**DATA LISTING:**
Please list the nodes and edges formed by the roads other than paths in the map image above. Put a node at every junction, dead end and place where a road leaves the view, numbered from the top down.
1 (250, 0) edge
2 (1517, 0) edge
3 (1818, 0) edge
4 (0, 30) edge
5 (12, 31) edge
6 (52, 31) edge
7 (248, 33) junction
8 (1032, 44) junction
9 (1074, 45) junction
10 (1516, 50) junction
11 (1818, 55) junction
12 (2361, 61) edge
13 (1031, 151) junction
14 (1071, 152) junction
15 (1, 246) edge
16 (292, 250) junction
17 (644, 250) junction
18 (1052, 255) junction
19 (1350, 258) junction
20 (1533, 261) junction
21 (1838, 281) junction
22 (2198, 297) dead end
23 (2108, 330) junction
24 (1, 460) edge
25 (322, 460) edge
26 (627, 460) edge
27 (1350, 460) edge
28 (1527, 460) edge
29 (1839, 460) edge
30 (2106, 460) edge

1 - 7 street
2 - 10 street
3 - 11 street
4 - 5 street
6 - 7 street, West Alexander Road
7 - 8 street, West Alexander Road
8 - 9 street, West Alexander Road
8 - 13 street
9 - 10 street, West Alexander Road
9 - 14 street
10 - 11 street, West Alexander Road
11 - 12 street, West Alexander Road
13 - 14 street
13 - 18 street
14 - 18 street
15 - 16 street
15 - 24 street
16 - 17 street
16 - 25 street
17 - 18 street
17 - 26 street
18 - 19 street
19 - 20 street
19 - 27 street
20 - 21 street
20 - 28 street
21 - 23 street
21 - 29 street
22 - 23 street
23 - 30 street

---

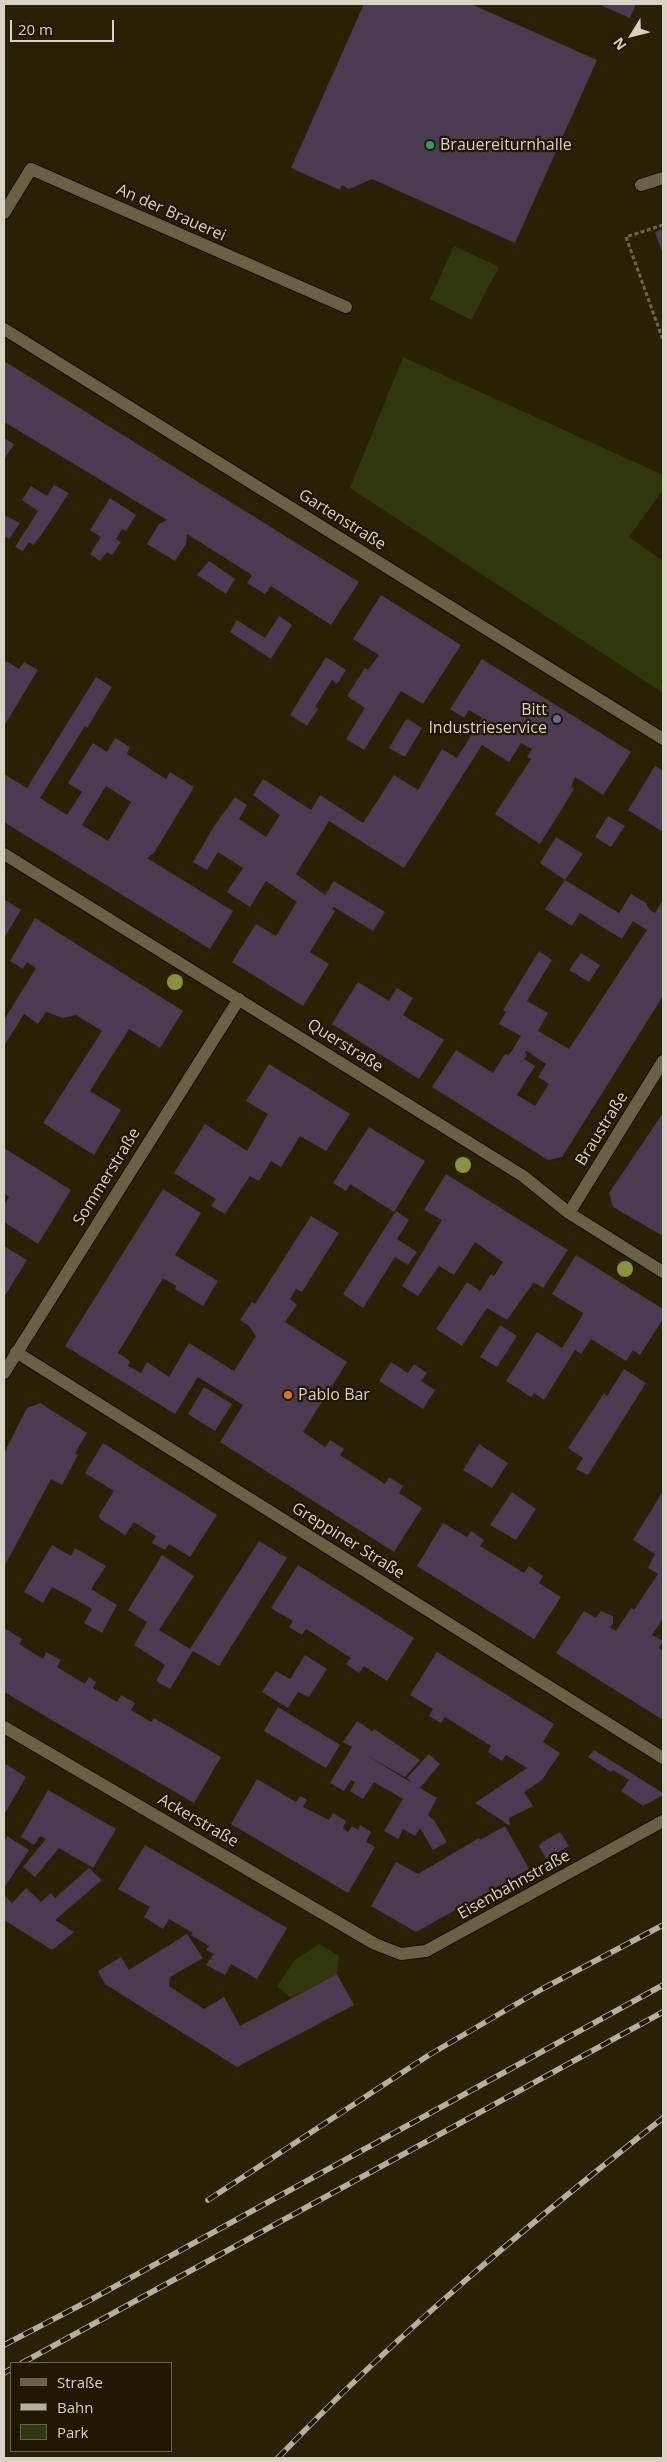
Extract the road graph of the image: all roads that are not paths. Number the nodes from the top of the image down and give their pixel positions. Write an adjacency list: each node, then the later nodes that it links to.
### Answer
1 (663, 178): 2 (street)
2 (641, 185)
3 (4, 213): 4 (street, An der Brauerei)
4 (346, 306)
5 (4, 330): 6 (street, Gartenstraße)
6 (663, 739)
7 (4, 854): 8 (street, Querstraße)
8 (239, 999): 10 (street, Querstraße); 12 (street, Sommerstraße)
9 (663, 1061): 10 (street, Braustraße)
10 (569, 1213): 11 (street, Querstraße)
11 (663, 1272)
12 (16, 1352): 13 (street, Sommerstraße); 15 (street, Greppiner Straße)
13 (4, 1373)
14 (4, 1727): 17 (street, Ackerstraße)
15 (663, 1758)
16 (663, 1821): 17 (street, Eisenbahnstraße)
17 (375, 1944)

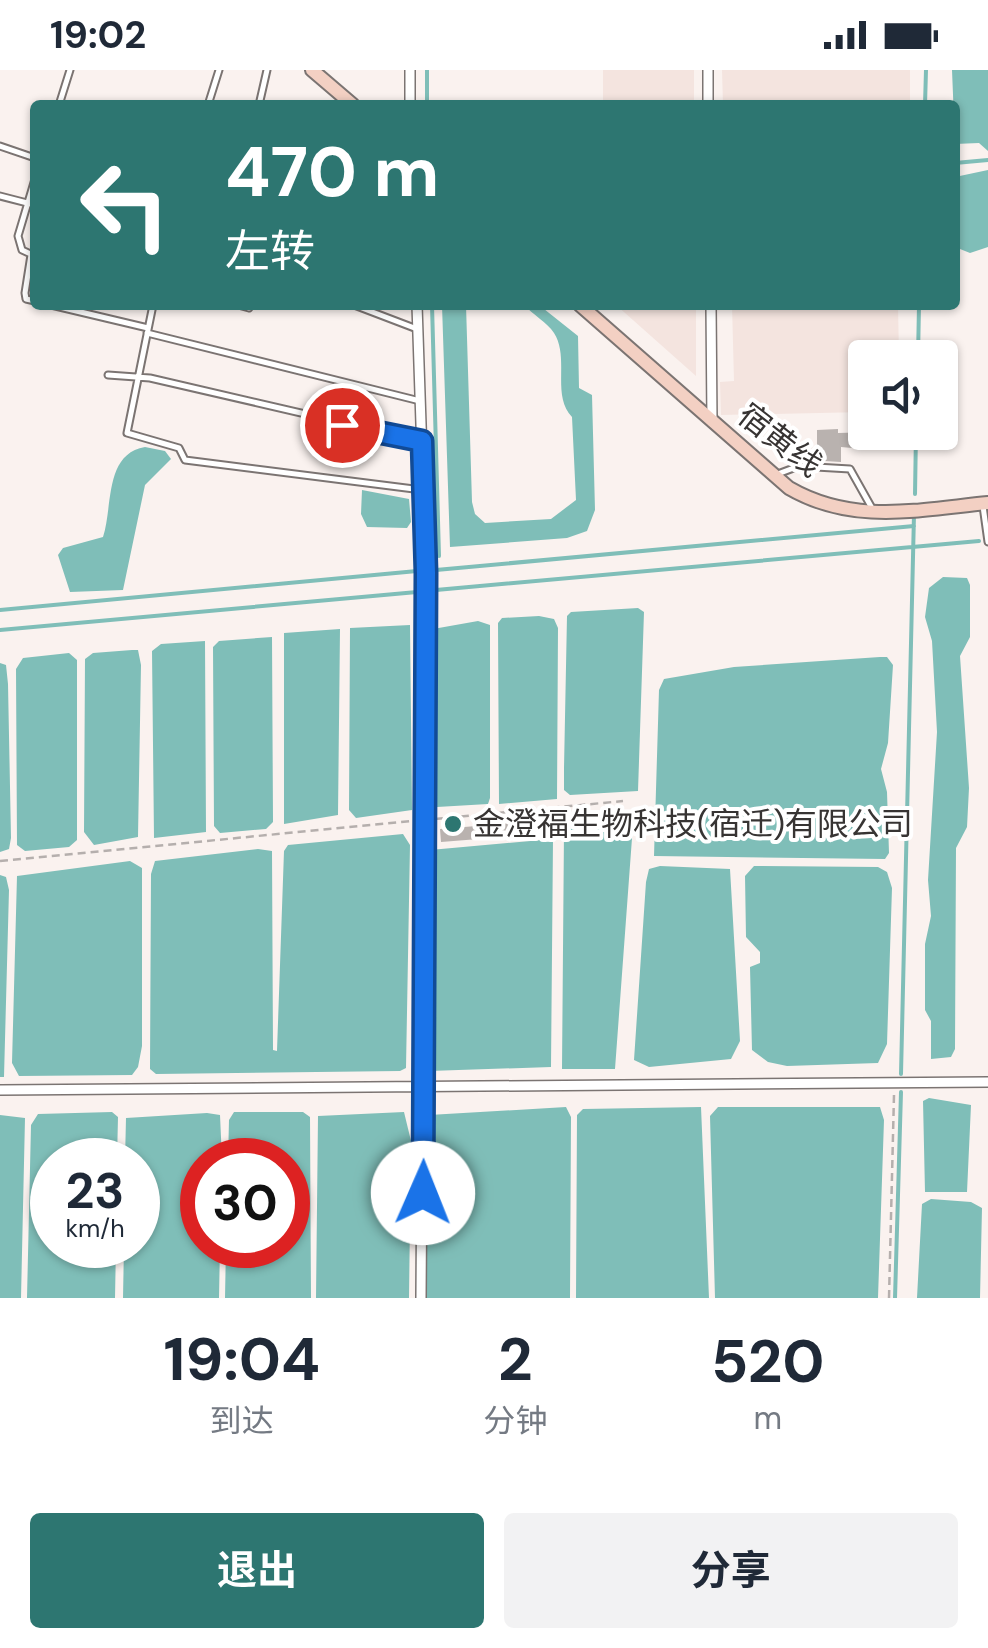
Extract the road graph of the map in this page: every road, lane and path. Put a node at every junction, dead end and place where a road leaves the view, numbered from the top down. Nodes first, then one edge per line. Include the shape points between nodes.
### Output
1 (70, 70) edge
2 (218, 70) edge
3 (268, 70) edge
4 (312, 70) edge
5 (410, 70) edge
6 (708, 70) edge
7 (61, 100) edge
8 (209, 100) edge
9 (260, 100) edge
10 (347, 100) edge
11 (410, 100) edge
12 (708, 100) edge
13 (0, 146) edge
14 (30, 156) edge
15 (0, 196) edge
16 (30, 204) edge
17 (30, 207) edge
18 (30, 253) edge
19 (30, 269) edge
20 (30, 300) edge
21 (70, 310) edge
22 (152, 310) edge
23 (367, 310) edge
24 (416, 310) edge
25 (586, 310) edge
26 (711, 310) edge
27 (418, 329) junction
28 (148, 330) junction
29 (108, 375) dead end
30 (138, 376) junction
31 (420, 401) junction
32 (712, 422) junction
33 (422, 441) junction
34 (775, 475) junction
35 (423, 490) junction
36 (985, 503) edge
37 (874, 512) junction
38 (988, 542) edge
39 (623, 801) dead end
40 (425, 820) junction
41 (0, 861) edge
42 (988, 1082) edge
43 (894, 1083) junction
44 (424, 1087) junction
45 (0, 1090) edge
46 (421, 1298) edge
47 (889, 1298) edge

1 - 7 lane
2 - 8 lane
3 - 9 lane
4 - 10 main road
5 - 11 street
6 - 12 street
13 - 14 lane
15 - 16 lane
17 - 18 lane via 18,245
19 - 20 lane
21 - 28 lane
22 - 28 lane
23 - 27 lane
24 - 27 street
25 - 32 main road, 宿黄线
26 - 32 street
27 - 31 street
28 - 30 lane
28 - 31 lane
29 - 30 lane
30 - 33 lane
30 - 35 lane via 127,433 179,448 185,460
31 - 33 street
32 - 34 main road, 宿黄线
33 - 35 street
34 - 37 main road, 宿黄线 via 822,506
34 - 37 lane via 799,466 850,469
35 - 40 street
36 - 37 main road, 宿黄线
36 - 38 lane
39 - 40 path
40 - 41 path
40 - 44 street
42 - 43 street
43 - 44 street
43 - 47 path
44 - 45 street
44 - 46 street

---

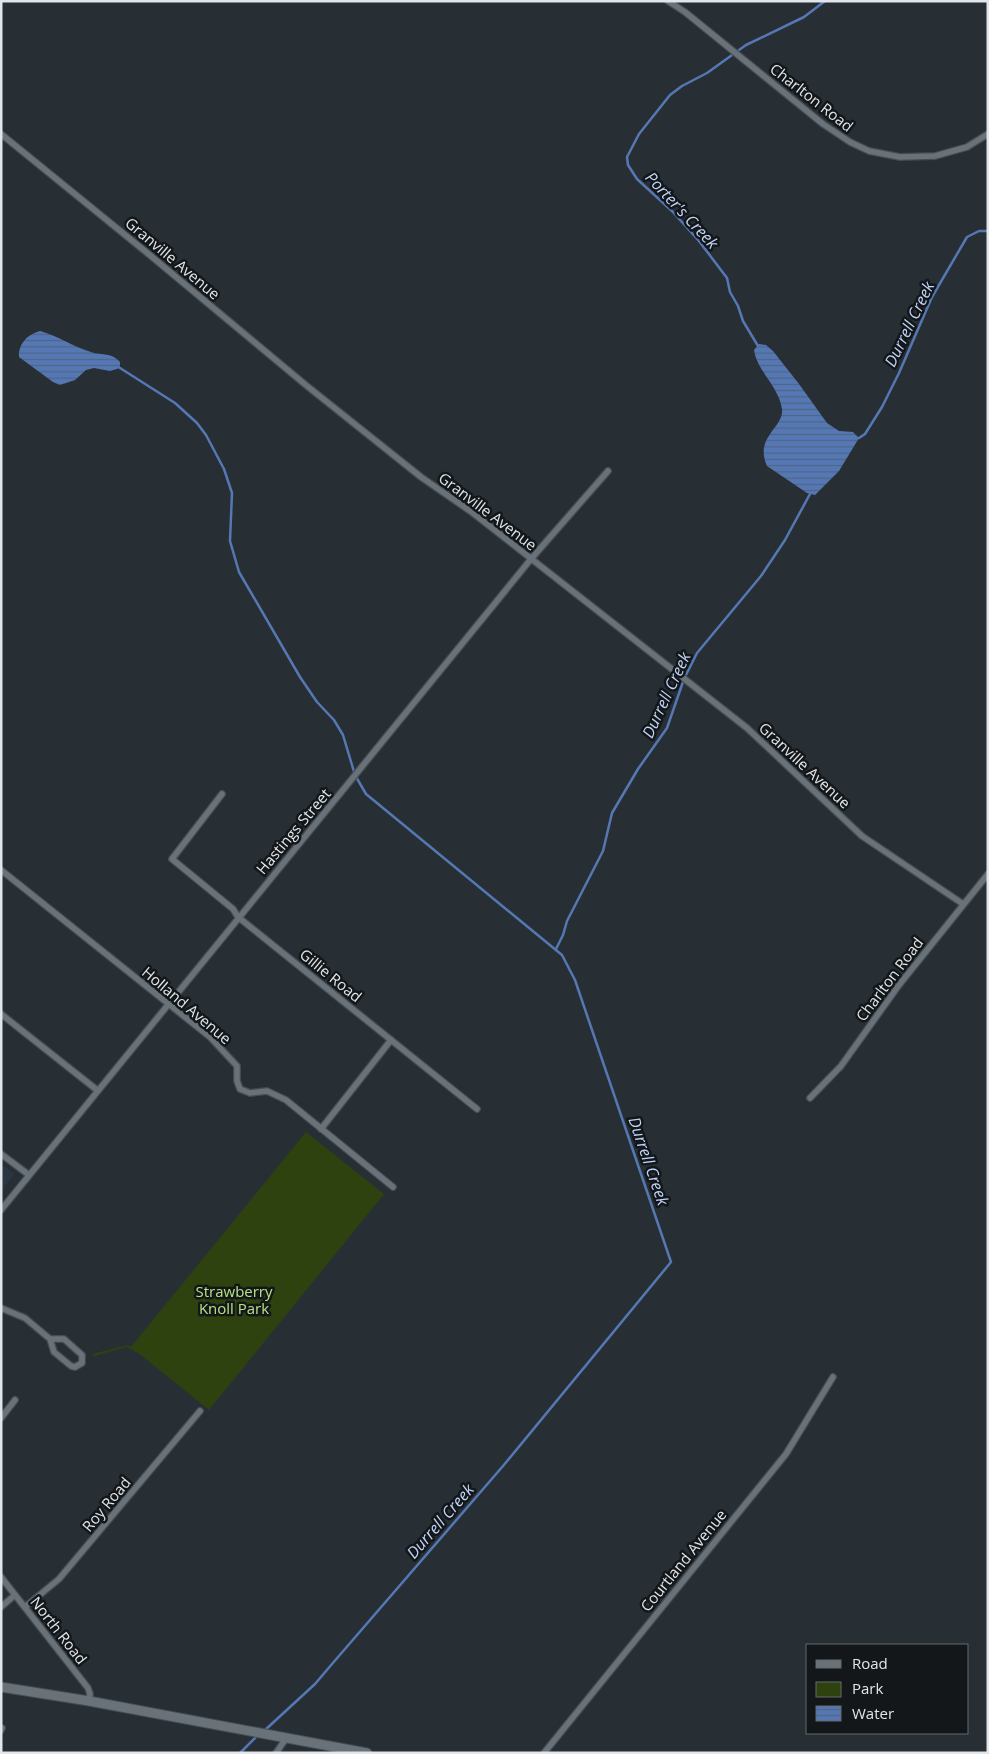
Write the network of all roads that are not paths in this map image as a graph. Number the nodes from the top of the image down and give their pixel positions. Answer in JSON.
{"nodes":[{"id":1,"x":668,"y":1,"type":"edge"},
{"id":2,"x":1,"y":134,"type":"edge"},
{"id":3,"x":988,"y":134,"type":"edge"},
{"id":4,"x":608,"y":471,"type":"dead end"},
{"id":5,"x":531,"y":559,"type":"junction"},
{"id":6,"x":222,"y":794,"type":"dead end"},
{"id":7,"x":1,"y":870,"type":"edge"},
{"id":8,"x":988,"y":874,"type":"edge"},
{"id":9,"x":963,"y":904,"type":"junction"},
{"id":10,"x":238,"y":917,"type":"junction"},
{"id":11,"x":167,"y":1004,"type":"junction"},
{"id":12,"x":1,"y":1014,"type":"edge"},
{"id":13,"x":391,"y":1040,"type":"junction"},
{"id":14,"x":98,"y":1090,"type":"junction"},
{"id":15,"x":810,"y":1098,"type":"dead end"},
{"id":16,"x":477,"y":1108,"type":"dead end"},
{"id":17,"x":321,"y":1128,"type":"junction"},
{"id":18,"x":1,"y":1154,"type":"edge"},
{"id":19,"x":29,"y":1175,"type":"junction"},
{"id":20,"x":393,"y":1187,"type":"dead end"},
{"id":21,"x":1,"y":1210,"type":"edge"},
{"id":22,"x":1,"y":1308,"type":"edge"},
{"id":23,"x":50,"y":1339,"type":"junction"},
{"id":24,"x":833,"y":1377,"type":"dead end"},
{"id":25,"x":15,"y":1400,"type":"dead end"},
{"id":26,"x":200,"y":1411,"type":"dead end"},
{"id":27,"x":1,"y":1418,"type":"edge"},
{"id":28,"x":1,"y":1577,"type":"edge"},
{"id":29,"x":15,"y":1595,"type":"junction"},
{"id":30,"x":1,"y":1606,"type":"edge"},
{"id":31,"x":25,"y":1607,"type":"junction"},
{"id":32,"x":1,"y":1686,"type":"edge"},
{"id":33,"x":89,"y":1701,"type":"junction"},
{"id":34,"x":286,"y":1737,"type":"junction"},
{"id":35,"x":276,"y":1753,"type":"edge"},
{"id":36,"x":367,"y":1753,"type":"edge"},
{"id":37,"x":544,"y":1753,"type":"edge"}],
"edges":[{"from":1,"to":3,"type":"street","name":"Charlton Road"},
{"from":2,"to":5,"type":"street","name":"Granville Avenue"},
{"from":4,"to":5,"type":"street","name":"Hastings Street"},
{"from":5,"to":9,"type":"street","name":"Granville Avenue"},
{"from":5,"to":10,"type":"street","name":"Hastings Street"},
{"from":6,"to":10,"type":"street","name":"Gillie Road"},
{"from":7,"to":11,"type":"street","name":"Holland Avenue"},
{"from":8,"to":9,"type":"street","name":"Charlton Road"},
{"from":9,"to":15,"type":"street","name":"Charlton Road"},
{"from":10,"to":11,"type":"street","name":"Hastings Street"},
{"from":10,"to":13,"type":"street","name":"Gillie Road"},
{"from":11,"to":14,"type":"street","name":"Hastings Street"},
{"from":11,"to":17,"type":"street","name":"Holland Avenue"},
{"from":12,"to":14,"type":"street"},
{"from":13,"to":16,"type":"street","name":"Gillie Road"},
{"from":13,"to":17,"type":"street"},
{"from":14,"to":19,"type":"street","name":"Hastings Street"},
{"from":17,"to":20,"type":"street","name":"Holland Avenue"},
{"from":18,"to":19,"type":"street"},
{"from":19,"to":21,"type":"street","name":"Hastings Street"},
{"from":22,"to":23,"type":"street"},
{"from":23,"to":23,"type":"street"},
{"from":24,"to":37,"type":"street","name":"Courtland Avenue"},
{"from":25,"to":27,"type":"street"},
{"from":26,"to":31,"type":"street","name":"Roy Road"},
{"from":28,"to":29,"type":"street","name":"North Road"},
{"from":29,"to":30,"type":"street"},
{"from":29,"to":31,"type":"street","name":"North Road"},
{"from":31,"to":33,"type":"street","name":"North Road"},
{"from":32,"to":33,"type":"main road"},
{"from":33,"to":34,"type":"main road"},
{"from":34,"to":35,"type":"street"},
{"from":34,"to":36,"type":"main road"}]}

**WORK TASK:** Within the listing above, work out the number of lines that hold "then", and give that number alone.

**OUTPUT OF THE EXERCISE:** 2